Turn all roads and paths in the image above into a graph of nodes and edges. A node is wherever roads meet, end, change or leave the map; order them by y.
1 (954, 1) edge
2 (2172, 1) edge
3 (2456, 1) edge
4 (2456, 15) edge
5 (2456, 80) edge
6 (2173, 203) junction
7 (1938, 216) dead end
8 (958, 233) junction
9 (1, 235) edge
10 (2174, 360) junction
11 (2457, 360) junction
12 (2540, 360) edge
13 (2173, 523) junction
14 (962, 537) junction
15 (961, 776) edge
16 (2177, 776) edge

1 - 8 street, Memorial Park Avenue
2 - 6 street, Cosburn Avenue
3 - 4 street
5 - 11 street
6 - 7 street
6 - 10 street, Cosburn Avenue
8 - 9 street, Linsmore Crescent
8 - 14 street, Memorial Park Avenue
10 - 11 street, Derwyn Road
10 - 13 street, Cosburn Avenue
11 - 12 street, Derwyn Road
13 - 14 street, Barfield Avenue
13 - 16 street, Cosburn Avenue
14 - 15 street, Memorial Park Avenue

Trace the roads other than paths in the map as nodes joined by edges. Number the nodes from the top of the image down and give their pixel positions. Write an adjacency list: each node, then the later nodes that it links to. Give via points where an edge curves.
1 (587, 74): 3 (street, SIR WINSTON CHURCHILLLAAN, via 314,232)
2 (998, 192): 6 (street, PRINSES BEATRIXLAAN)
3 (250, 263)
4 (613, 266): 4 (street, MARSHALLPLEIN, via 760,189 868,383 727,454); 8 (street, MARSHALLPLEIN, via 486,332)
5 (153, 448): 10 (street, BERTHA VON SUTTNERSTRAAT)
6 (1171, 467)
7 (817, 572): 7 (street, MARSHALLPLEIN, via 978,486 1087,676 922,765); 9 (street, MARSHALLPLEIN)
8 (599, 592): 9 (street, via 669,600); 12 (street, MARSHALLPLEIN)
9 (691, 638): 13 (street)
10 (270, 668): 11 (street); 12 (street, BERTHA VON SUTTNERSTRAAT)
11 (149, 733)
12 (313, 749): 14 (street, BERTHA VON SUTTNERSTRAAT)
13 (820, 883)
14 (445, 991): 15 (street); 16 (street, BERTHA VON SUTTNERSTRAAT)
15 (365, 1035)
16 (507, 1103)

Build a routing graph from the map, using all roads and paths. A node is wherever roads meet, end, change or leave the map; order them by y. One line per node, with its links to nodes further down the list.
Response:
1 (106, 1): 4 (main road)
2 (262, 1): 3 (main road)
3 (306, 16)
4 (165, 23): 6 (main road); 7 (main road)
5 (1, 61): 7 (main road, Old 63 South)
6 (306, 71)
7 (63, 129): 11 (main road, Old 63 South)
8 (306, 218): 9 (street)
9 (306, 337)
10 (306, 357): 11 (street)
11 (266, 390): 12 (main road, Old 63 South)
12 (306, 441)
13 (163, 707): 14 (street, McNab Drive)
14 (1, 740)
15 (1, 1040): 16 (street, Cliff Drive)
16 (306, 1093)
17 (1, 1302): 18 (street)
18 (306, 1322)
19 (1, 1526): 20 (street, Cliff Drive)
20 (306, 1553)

******************************

# What you should do
Without any alteration, the preceding material should be retyped in full.

# Response
Turn all roads and paths in the image above into a graph of nodes and edges. A node is wherever roads meet, end, change or leave the map; order them by y.
1 (954, 1) edge
2 (2172, 1) edge
3 (2456, 1) edge
4 (2456, 15) edge
5 (2456, 80) edge
6 (2173, 203) junction
7 (1938, 216) dead end
8 (958, 233) junction
9 (1, 235) edge
10 (2174, 360) junction
11 (2457, 360) junction
12 (2540, 360) edge
13 (2173, 523) junction
14 (962, 537) junction
15 (961, 776) edge
16 (2177, 776) edge

1 - 8 street, Memorial Park Avenue
2 - 6 street, Cosburn Avenue
3 - 4 street
5 - 11 street
6 - 7 street
6 - 10 street, Cosburn Avenue
8 - 9 street, Linsmore Crescent
8 - 14 street, Memorial Park Avenue
10 - 11 street, Derwyn Road
10 - 13 street, Cosburn Avenue
11 - 12 street, Derwyn Road
13 - 14 street, Barfield Avenue
13 - 16 street, Cosburn Avenue
14 - 15 street, Memorial Park Avenue

Trace the roads other than paths in the map as nodes joined by edges. Number the nodes from the top of the image down and give their pixel positions. Write an adjacency list: each node, then the later nodes that it links to. Give via points where an edge curves.
1 (587, 74): 3 (street, SIR WINSTON CHURCHILLLAAN, via 314,232)
2 (998, 192): 6 (street, PRINSES BEATRIXLAAN)
3 (250, 263)
4 (613, 266): 4 (street, MARSHALLPLEIN, via 760,189 868,383 727,454); 8 (street, MARSHALLPLEIN, via 486,332)
5 (153, 448): 10 (street, BERTHA VON SUTTNERSTRAAT)
6 (1171, 467)
7 (817, 572): 7 (street, MARSHALLPLEIN, via 978,486 1087,676 922,765); 9 (street, MARSHALLPLEIN)
8 (599, 592): 9 (street, via 669,600); 12 (street, MARSHALLPLEIN)
9 (691, 638): 13 (street)
10 (270, 668): 11 (street); 12 (street, BERTHA VON SUTTNERSTRAAT)
11 (149, 733)
12 (313, 749): 14 (street, BERTHA VON SUTTNERSTRAAT)
13 (820, 883)
14 (445, 991): 15 (street); 16 (street, BERTHA VON SUTTNERSTRAAT)
15 (365, 1035)
16 (507, 1103)

Build a routing graph from the map, using all roads and paths. A node is wherever roads meet, end, change or leave the map; order them by y. One line per node, with its links to nodes further down the list.
Response:
1 (106, 1): 4 (main road)
2 (262, 1): 3 (main road)
3 (306, 16)
4 (165, 23): 6 (main road); 7 (main road)
5 (1, 61): 7 (main road, Old 63 South)
6 (306, 71)
7 (63, 129): 11 (main road, Old 63 South)
8 (306, 218): 9 (street)
9 (306, 337)
10 (306, 357): 11 (street)
11 (266, 390): 12 (main road, Old 63 South)
12 (306, 441)
13 (163, 707): 14 (street, McNab Drive)
14 (1, 740)
15 (1, 1040): 16 (street, Cliff Drive)
16 (306, 1093)
17 (1, 1302): 18 (street)
18 (306, 1322)
19 (1, 1526): 20 (street, Cliff Drive)
20 (306, 1553)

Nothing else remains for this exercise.